Vogliamo smetterla, da una parte e dall’altra, di fare di ogni erba un fascio? Paesi storicamente di immigrazione, come il Canada e l’Australia, hanno da tempo adottato politiche serie e coerenti: fissare quote, secondo i bisogni dell’economia e le capacità di assorbimento sociale, e fare quanto necessario e possibile per integrare gli ammessi. È davvero impossibile chiedere al nostro Governo di essere serio, di affrontare il problema statistiche alla mano, non a colpi di circolari ai Prefetti o di chiusure di porti, misure magari accettabili se inserite in un quadro organico complessivo?  Cominci intanto il Governo a dirci con esattezza quanti sono i clandestini e i non occupati, da che zone provengono, se è possibile rimpatriarli salvaguardando i principi elementari dell’umanità, non solo cristiana, ma civile. Ci dica finalmente di quanti stranieri ha bisogno, nel presente e in un prevedibile futuro, l’economia; come si può selezionarli e, se serve, addestrarli. Come possono essere integrati in modo da far parte armoniosamente della nostra società e sposarne i valori e la cultura. Che parte va comunque fatta ai casi veramente umanitari, a cui non va negato asilo. Tutto questo su un termine medio-lungo, non a colpi di propaganda.

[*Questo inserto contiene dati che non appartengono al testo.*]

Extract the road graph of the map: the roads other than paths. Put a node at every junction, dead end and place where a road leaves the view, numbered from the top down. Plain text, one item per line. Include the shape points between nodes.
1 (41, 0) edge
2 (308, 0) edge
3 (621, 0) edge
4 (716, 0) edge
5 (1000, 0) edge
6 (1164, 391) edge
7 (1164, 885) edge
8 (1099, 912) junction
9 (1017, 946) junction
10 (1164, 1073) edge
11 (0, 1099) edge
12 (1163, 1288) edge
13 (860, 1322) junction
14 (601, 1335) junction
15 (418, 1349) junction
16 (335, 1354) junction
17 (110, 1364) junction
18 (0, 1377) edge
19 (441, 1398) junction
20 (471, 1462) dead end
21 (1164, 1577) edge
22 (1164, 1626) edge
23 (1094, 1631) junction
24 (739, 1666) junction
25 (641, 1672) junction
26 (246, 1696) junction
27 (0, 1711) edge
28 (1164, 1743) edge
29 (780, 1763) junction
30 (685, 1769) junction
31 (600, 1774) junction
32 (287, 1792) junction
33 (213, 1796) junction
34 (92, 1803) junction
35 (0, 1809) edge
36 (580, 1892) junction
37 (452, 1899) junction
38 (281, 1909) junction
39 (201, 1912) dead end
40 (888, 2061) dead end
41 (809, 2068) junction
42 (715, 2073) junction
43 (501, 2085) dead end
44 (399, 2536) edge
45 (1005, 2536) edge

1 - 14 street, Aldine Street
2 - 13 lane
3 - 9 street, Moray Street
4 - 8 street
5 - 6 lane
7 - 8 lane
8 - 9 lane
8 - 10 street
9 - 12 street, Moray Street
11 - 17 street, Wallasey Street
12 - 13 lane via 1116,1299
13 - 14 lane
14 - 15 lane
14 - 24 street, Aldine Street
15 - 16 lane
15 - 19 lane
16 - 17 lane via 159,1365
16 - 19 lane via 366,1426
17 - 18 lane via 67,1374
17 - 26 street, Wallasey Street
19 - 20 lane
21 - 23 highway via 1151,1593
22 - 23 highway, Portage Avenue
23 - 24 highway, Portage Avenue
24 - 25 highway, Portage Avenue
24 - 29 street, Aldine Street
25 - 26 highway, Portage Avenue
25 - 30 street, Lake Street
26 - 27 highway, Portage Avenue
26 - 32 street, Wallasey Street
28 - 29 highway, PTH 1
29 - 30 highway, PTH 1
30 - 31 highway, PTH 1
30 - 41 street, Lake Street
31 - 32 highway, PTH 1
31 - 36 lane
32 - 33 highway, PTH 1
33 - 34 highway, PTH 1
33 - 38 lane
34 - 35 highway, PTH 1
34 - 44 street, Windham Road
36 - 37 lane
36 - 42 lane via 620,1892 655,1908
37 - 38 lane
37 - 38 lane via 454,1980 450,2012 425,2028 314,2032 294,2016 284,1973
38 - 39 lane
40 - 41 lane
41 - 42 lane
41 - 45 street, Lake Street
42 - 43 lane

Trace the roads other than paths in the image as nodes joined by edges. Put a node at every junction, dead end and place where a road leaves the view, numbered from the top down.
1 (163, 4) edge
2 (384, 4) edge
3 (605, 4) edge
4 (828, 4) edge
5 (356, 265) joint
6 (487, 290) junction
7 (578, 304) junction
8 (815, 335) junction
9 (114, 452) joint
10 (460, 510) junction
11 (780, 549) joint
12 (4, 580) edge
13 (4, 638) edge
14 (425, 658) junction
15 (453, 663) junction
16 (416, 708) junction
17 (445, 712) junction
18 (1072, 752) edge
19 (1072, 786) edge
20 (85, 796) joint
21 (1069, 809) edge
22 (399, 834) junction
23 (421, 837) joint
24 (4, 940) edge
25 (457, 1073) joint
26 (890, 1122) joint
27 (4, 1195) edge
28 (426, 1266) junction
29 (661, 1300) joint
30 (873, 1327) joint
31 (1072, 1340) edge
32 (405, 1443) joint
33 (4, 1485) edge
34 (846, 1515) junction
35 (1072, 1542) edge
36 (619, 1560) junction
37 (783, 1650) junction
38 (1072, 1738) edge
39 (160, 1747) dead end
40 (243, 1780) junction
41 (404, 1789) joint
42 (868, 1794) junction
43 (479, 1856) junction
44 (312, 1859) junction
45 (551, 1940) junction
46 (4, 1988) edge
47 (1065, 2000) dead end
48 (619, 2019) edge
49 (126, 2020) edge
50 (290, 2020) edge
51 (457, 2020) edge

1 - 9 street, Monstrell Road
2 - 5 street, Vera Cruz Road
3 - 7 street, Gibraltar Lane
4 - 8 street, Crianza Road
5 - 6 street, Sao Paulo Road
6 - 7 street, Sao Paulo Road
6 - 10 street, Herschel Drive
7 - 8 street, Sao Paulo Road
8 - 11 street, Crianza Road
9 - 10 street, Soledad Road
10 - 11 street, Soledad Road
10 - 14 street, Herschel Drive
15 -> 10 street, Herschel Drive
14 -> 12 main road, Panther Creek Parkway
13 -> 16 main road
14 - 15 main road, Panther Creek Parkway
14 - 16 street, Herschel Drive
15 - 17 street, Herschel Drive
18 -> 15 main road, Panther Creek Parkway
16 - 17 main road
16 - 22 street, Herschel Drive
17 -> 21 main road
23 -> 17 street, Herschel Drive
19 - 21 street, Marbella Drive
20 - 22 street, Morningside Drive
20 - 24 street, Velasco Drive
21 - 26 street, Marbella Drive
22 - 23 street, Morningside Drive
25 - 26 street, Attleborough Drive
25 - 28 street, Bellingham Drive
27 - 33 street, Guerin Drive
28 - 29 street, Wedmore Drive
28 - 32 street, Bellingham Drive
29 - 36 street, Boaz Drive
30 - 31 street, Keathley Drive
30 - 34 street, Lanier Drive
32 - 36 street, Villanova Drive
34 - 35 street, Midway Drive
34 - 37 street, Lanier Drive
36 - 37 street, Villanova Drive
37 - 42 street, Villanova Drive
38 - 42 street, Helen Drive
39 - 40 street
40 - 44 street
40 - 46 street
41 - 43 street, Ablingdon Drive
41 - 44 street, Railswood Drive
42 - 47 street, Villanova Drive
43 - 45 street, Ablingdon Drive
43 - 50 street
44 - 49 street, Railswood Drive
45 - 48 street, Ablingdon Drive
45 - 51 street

Se Salvini vuole davvero avviare il problema, è questo che dovrebbe fare. È questo che gli Italiani hanno diritto di chiedere a un governo al quale hanno affidato le proprie preoccupazioni, le proprie ansie. Ma al quale non è possibile dare carta bianca perché gestisca – e manipoli – la situazione, secondo l’umore in cui si sveglia la mattina il Ministro dell’Interno.